I’m nervous. Of course I’m fucking nervous. An enormous human with a gun pointed at my father and I is threatening us, and I’m pretty sure my father is set on doing something very stupid. From the way he puts his hands on his hips, it looks like he’s readying to take out his gun.

I need to figure out a plan. I tune out, considering my options. But my brain is sludge and I can’t pick any of the hundreds of thoughts out of it.

Suddenly my father shoots Casca, and he goes down. I can’t stop my mouth from hanging open. This has escalated so quickly, and for the life of me, I don’t know what to do.

My father turns towards Mara, and I say the first thing that pops into my head. “I still think we can use her, father. Maxim will pay a heavy price to have her back.”

As I knew he would, my father immediately disagrees. “At this point, Maxim isn’t my main concern. She’s caused enough trouble as it is.”

He shoves the gun into his back pocket again and leans over Mara with the syringe that will kill her in just the way my father wants; no one will ever know her true cause of death or where she died.

I try once again to get him to see reason. “We should just let her go to fend for herself. You agreed that she doesn’t seem to know anything.”

“After what she’s seen and heard?” My father looks hard at me, turning away from Casca on the floor. But just as he turns, a movement catches my attention. Casca’s eyes are moving and his fingers are twitching. I realize there is no blood coming from his chest.

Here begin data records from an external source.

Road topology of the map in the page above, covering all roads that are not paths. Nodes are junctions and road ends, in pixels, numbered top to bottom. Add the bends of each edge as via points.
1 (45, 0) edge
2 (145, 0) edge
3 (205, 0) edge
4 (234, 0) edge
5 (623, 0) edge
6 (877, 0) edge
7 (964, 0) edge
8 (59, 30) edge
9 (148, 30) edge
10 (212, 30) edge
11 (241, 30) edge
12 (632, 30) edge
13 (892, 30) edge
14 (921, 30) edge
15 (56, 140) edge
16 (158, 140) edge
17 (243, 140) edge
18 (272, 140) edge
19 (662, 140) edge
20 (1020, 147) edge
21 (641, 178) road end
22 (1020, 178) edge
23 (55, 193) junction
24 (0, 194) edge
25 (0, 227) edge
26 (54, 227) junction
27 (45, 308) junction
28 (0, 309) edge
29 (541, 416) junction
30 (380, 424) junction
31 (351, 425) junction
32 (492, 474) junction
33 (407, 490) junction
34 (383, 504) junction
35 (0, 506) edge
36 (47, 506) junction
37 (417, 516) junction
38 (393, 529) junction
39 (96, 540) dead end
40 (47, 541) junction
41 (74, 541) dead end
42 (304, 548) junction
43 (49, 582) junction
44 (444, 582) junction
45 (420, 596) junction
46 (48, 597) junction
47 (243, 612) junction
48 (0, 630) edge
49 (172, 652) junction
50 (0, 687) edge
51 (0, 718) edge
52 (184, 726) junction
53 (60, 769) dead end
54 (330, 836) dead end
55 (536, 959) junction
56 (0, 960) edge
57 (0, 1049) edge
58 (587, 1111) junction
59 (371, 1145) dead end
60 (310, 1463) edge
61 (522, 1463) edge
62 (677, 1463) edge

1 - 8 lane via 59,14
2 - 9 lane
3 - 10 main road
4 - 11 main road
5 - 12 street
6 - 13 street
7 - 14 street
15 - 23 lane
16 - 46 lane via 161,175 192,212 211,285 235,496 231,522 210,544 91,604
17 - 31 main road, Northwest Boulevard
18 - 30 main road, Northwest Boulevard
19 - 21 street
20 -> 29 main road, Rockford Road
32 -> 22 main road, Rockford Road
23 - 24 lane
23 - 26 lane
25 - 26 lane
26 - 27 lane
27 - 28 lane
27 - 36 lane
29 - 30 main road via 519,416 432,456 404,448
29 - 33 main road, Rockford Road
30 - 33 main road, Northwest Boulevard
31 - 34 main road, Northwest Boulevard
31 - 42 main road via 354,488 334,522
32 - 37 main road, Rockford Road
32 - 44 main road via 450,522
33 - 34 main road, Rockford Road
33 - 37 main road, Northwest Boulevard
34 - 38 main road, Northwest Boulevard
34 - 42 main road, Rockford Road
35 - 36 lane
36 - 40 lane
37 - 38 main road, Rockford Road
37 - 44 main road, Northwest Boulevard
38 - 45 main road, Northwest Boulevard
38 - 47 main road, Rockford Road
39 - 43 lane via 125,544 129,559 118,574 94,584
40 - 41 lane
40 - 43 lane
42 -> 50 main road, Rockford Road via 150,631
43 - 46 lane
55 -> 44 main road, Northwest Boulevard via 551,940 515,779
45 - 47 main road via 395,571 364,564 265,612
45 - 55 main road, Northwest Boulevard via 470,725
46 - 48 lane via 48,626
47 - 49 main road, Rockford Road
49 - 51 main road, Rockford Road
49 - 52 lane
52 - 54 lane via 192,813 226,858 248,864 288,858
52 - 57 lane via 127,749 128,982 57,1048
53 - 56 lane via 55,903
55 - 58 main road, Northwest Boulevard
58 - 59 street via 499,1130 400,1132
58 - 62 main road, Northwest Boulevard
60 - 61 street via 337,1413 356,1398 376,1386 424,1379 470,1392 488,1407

My heart thuds. He must be wearing the world’s thinnest bullet-proof vest, thank God.

I know Cas is about to kill my father, and while it feels like a betrayal not to care, it could be even worse.

It could have been me. And it would have been, because I wouldn’t stand here and watch while he killed Mara.

“Derrick, you’re too soft. Sometimes you have to do things you don’t want to do. You’ll learn that eventually, so help me, God.” He continues toward Mara, but Cas grabs his leg. His gun clatters to the ground directly in front of me.

It all happens so fast again. First Cas seems to be gaining on my father, but then my father gets in some punches and it’s impossible to tell who has the upperhand.

I thought for sure my father would lose this fight, but I suppose even Casca the giant can’t kill a person with a bleeding shoulder, a banged up head, and four bullets lodged in his vest.

Do something! I urge myself, as I stand frozen to the spot. Just fucking do it!

“Shoot him, Derrick!” my father says, as I pick up his gun in slow motion. “In the head!”

In my brain, the words mean something so different. Shoot him, Derrick! In the head!

So, I shoot him in the head.

.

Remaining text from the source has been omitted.